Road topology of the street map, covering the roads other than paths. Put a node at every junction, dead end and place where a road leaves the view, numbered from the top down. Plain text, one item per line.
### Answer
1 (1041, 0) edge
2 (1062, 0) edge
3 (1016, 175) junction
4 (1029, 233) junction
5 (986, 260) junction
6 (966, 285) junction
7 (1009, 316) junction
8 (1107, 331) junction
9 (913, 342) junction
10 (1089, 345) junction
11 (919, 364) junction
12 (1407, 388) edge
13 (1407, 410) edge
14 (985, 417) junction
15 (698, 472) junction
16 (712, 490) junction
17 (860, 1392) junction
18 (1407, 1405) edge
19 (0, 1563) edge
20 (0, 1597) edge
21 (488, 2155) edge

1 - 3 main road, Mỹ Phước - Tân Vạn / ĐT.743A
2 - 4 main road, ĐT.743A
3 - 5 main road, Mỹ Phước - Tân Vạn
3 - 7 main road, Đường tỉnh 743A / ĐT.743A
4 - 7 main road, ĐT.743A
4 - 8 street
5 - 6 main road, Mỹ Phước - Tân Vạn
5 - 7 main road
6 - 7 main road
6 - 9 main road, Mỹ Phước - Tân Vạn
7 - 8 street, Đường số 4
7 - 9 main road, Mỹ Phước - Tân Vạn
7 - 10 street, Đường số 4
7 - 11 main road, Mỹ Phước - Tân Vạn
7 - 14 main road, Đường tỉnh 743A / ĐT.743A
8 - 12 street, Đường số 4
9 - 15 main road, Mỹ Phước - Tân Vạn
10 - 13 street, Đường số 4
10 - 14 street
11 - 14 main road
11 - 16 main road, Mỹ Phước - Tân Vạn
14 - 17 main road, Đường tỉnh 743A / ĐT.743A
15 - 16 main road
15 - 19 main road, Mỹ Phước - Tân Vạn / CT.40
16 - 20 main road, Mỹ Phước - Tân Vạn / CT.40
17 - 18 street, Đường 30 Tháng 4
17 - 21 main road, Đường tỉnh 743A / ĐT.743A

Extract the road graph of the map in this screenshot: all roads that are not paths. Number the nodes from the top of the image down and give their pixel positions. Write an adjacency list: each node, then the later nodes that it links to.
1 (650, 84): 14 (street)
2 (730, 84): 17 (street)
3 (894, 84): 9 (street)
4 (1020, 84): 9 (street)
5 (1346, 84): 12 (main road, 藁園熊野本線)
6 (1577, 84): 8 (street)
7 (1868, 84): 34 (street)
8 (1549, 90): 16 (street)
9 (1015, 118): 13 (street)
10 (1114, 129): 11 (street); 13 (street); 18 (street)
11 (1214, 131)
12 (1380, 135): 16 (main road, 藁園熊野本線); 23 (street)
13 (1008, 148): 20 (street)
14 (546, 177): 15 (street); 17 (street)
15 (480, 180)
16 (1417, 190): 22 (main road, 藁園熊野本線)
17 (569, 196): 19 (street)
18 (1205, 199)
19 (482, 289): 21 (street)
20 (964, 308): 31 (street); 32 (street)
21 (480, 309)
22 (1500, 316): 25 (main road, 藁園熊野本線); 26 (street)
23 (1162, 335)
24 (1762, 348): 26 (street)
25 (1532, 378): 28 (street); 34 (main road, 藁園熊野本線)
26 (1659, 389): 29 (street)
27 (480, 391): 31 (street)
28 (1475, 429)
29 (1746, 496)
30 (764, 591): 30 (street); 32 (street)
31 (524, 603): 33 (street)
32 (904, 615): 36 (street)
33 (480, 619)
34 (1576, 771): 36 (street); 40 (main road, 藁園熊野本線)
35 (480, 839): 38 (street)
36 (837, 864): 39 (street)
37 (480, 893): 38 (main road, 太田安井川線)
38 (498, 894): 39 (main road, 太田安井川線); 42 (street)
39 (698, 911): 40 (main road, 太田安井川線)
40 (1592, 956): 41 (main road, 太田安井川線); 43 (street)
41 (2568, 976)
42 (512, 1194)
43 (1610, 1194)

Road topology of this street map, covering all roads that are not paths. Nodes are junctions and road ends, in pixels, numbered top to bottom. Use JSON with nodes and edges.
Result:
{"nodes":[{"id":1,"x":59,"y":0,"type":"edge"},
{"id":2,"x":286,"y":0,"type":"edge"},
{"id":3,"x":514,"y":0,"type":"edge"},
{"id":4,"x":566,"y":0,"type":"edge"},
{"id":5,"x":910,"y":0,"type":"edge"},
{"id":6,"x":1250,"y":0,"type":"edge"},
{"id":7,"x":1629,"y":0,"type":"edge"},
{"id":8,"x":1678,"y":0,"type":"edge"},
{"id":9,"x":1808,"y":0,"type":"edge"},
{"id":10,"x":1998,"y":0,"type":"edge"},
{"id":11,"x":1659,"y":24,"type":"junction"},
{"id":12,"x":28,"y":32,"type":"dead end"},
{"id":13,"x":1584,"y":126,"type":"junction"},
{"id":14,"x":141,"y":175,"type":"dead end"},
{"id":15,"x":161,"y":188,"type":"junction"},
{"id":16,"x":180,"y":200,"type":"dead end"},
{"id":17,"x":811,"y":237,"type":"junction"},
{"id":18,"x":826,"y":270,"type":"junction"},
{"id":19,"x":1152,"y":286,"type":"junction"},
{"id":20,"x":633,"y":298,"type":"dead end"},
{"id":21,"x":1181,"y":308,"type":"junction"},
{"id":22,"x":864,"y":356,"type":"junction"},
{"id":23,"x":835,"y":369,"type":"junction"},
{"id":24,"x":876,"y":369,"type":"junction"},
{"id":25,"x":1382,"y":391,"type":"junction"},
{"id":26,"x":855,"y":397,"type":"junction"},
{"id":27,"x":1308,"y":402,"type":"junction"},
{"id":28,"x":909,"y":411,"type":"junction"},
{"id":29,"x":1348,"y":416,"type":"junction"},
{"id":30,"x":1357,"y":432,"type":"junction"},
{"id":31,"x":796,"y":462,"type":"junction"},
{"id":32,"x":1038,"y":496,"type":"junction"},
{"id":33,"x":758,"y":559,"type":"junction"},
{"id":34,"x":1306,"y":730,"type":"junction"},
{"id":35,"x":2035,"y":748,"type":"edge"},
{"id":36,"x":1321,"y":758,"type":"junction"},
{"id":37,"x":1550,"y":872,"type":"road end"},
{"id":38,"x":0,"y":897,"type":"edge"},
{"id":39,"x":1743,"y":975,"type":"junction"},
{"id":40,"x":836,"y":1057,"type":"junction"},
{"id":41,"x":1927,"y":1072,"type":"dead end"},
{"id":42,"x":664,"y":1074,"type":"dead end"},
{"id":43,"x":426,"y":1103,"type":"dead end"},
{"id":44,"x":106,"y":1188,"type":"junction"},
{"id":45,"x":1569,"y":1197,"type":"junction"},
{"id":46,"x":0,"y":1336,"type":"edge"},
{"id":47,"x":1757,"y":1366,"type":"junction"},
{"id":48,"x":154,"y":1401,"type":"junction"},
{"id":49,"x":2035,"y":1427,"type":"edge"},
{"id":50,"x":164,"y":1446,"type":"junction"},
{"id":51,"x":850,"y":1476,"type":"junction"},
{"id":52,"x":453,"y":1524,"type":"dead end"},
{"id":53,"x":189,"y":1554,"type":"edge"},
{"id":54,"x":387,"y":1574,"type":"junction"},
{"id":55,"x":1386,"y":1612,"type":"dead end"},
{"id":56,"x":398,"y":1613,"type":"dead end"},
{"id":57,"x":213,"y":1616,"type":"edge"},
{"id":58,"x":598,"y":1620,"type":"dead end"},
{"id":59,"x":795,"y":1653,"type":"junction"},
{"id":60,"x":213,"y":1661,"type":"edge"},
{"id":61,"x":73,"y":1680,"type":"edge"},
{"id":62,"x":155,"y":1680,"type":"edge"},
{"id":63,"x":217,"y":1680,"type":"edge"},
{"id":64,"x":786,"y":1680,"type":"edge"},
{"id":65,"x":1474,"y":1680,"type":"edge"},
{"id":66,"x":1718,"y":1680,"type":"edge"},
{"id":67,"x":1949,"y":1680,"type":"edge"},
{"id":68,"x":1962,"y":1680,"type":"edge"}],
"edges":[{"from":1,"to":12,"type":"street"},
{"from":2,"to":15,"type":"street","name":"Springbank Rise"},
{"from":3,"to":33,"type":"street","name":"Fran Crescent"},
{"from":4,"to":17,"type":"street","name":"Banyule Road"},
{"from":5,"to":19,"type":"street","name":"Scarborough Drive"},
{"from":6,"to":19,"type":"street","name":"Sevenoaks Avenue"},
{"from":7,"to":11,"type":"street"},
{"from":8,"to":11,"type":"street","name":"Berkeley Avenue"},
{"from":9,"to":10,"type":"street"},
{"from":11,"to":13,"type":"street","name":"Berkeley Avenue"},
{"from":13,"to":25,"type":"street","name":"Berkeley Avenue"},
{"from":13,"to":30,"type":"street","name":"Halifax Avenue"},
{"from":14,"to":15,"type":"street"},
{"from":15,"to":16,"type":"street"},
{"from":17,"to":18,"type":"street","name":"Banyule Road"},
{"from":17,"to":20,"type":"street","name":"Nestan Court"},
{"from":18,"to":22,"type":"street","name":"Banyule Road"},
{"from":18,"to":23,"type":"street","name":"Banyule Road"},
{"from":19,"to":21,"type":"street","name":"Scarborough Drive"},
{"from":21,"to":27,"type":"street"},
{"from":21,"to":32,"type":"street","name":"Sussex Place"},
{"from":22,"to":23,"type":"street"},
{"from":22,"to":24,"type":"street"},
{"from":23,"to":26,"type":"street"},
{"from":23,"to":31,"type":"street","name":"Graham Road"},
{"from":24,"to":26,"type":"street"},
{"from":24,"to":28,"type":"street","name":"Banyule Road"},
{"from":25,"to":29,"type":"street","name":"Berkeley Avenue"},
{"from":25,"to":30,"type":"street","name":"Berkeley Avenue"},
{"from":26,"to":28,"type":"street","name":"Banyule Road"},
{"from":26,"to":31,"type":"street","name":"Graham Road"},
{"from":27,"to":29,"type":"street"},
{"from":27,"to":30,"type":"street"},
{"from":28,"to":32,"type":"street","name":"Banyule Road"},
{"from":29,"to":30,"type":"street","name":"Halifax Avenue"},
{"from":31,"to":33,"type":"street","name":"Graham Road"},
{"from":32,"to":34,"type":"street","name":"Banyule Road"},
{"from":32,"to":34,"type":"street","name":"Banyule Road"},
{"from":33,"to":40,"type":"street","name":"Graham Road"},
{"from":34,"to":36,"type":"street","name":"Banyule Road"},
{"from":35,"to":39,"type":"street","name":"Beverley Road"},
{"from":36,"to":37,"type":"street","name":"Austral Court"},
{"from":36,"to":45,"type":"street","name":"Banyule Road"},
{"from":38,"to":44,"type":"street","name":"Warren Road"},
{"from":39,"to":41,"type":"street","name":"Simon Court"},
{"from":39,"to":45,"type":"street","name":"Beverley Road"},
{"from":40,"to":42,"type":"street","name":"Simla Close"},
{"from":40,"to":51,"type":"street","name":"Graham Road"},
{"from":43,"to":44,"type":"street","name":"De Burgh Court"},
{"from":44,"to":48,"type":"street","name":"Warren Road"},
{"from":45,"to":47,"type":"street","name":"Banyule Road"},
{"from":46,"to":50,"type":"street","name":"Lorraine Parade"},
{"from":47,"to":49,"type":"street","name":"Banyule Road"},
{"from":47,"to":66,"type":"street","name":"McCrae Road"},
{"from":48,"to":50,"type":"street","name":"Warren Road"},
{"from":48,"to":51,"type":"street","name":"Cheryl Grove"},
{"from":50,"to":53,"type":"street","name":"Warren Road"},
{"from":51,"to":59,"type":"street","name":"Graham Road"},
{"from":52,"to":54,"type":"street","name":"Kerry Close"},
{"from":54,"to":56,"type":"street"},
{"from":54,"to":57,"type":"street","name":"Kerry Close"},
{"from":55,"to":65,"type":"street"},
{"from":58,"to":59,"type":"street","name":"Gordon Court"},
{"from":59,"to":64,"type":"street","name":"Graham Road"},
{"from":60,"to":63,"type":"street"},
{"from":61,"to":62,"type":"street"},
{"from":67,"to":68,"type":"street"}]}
----
__WORK TO COMPLETE__
The string "that" appears on some lines of the data; count those lines and report only how many there are.

__SOLUTION TO THIS TASK__
2